Когда снова сели за стол, языки "развязались", стало шумно. Возвышавшаяся наискосок от меня, справа, Ирина снова спросила:
-- Нет, верно, Костик, бросаешь службу? Почему? Мы, девчонки, пророчили тебе блестящую карьеру!
-- От желаемого до действительного, говорят, дистанция огромного размера, -- уклончиво ответил я.
Родька Белохвитин расстегнул пиджак, поправив галстук, поднял на меня глаза:
-- Козьма Прутков говорил, что "военные люди защищают отечество". Так, кажется? Но от себя добавлю: неизвестно, за что им деньги платят. Не жнут, не сеют... Божьи птички. О присутствующих, конечно, не говорят.
За столом разом притихли -- так ошарашили его слова не только меня, но и всех. Два-три недоуменных и вместе с тем виноватых взгляда скрестились на мне. Высокая фигура Парана рванулась вдруг над столом, улыбку с лица как ветром сдуло.

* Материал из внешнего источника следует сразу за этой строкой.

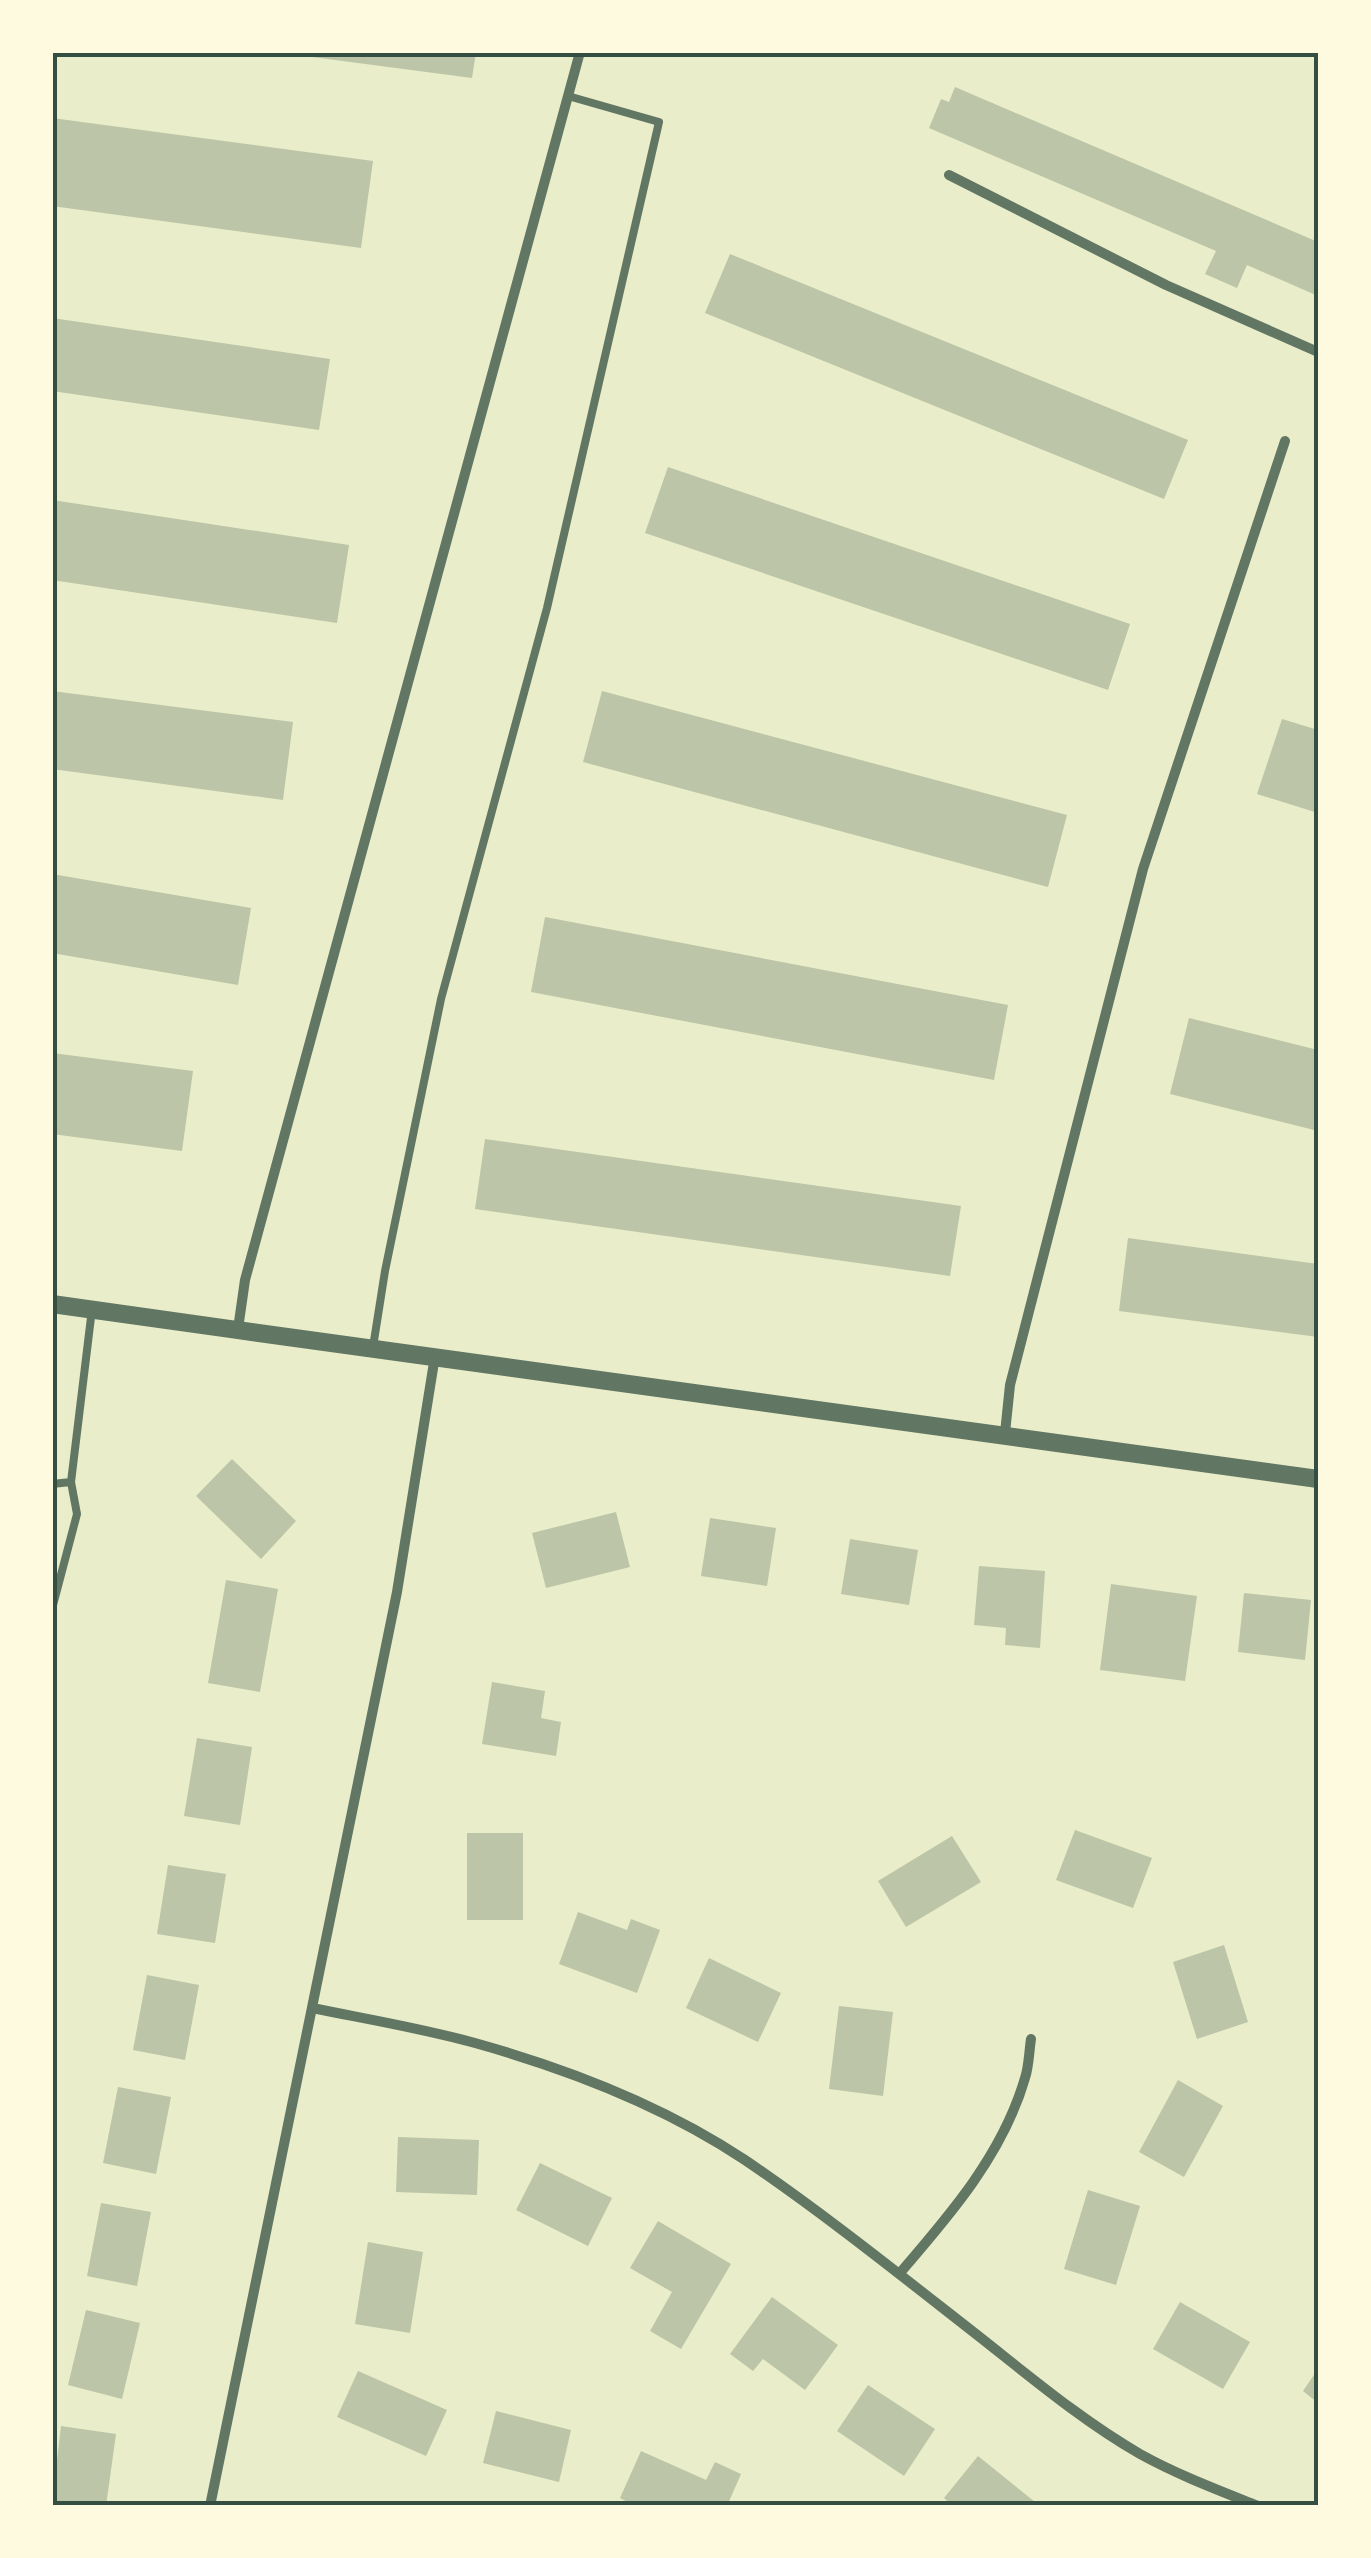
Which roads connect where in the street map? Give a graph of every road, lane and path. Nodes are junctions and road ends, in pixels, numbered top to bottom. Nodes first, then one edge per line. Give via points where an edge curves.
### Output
1 (580, 52) edge
2 (568, 96) junction
3 (949, 175) dead end
4 (1318, 352) edge
5 (1286, 441) dead end
6 (52, 1304) edge
7 (92, 1309) junction
8 (238, 1329) junction
9 (373, 1347) junction
10 (435, 1356) junction
11 (1005, 1433) junction
12 (1318, 1479) edge
13 (71, 1482) junction
14 (52, 1484) edge
15 (52, 1609) edge
16 (312, 2008) junction
17 (1030, 2039) dead end
18 (899, 2274) junction
19 (210, 2506) edge
20 (1258, 2506) edge

1 - 2 street
2 - 8 street via 245,1280
2 - 9 lane via 659,122 547,608 442,999
3 - 4 street via 1166,285
5 - 11 street via 1143,869 1010,1386
6 - 7 street
7 - 8 street
7 - 13 lane
8 - 9 street
9 - 10 street
10 - 11 street
10 - 16 street via 398,1592
11 - 12 street
13 - 14 lane
13 - 15 lane via 76,1514
16 - 18 street via 473,2042 637,2101 744,2160
16 - 19 street
17 - 18 street via 1027,2074 992,2155
18 - 20 street via 1084,2418 1143,2456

-- Э-э, друг, а ты, я вижу, сила! Думал сначала, вправду за мир голосуешь, от сердца говоришь, а теперь чую, нездоровый душок. Сам-то ты служил? Знаешь, почем фунт лиха? -- Он разгоряченно повернулся ко мне. --Ответить надо, Константин!

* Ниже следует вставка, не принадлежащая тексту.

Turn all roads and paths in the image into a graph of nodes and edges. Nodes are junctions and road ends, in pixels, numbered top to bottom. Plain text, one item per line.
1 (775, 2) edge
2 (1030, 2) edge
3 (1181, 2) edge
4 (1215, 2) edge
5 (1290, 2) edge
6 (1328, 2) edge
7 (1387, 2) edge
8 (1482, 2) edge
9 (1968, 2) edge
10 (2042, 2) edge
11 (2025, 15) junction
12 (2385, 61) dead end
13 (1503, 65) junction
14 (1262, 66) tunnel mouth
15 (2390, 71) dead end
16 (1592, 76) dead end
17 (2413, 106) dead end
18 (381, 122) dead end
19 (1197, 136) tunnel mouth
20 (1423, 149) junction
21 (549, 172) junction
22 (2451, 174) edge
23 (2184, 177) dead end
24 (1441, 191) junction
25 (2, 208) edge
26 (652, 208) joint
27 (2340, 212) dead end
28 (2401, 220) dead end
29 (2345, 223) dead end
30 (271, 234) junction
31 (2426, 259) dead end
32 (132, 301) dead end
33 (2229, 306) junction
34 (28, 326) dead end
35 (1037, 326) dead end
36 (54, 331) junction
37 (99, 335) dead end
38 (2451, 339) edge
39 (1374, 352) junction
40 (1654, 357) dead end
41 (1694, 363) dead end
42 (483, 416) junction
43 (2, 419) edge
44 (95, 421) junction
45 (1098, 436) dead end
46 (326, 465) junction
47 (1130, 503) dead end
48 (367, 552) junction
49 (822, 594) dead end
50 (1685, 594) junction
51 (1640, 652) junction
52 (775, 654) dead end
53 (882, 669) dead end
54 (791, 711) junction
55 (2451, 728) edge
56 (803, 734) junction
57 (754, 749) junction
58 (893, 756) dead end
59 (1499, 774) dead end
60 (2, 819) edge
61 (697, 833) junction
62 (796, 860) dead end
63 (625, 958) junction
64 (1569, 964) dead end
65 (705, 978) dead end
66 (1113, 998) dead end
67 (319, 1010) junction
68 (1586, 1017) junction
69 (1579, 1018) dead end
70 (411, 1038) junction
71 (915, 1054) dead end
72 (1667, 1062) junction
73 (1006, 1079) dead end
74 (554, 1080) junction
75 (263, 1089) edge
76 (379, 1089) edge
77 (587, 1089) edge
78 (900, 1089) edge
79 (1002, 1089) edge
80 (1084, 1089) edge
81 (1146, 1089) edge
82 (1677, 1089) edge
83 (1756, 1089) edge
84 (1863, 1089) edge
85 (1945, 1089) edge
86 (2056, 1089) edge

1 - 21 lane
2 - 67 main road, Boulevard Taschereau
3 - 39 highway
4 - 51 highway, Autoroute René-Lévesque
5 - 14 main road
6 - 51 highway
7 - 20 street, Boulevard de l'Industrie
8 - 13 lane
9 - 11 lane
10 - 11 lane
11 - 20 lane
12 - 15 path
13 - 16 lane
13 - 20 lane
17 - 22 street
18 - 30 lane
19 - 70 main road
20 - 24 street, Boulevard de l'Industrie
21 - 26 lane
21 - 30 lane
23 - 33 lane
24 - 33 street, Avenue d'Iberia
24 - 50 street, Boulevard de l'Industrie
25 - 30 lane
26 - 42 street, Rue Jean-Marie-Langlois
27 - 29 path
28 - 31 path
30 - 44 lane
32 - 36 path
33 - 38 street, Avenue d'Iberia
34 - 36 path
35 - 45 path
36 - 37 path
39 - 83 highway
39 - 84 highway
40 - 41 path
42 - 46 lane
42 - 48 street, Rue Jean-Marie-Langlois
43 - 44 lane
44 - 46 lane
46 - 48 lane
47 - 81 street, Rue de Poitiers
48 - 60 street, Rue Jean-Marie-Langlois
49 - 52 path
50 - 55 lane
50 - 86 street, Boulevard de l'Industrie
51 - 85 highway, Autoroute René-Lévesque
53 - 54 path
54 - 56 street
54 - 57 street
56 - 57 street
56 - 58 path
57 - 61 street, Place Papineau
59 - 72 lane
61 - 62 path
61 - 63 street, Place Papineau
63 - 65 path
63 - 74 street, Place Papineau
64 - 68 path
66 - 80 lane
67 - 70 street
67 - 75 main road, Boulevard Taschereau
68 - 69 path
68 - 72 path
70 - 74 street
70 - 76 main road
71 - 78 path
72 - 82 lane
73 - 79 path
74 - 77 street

Наступило неловкое молчание. Все смотрели на меня, и только Родька с усмешкой, не обращая ни на кого внимания, отвернулся, ковыряя вилкой в тарелке. С ним мы и в школе жили точно кошка с собакой: "на ножах", как говорили у нас. Словесные шпильки и колючки были обычным в наших разговорах явлением. Но теперь это непросто словесная перепалка!

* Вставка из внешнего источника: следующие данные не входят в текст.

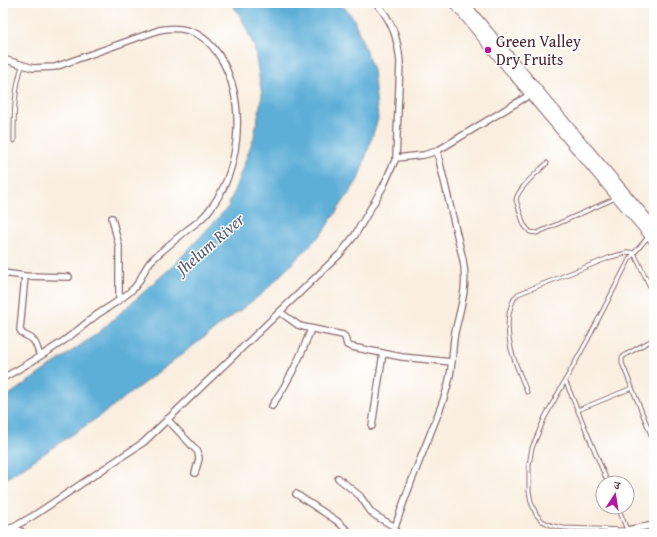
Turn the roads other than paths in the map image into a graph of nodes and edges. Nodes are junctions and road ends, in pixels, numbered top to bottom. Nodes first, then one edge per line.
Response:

Мне стало жарко. В висках отстукивали скорые секунды, мозг обжигали лихорадочные, быстрые мысли. Не жнут, не сеют... Божьи птички... Вот оно что! Далеко ты, однако, пошел! Мыльная философия, которой нахватался, наверное, в тепленьких компаниях "золотых" дружков. При иных обстоятельствах я бы, пожалуй, залепил в твою желто-восковую надменную рожу. Но черт с тобой! Дело не в тебе и не во мне. А может, улыбнуться -- и все? Душой я уже не там... Но чем виноваты те, другие, кто остался в "медвежьей берлоге", кто валился на работе, когда строили дорогу и позицию, для кого служба --нелегкий труд, хотя они и не стоят за станком? Труд мозга, нервов, воли. Забыть те два месяца, когда жили в палатках, "утепленных" кедровыми и сосновыми ветками, рушили в застывшем морозном воздухе деревья?.. Люди делали свое дело с веселой решимостью: они не на временное жительство устраивались в тайге -- надолго поселялись нести службу. И они несут ее --дежурят, сидят "на готовности", учатся, тренируются, просыпаются по ночам от пронзительного звука сирены... Промолчать -- значит облить их грязью вместе с собой. Молчальник -- соучастник. Стать Фомой, родства не помнящим! Зачеркнуть то светлое, что сохраняет душа: курсантские думы, беззаветную, трудную, но радостную работу у этих шкафов, ракетную технику, которой отдал немало сил и энергии? Забыть, хотя и собираюсь уходить? Но только предатель открещивается от прошлого...
Кажется, в мгновение все это пронеслось в моем сознании. Жорка Блинов передернул плечами -- признак крайнего возмущения:
-- А чего тратить на него ответы? Торричеллиева пустота.
-- Нет! -- выкрикнул Паран. -- Пусть сам ответит: служил он или нет? И как понимать насчет всяких там птиц-синиц?
Родька чуть заметно побагровел, но ответил с достоинством:
-- Мне, конечно, трудно... вижу стену. Но на моей стороне, как говорят, объективная истина, хотя и не служил...
-- Оно и видно! -- подхватил Паран. -- Ясно, почему в перековыватели лезешь и не догадываешься, за что деньги платят. -- Он был возбужден, лицо багровое. -- А в рестораны ты, поди, любишь ходить?
Родька неопределенно пожал плечами.
-- То-то. А понимаешь, что не стояли бы ракеты, то, может, те рестораны тебе не видать как своих ушей. На километр не подпускали бы к ним.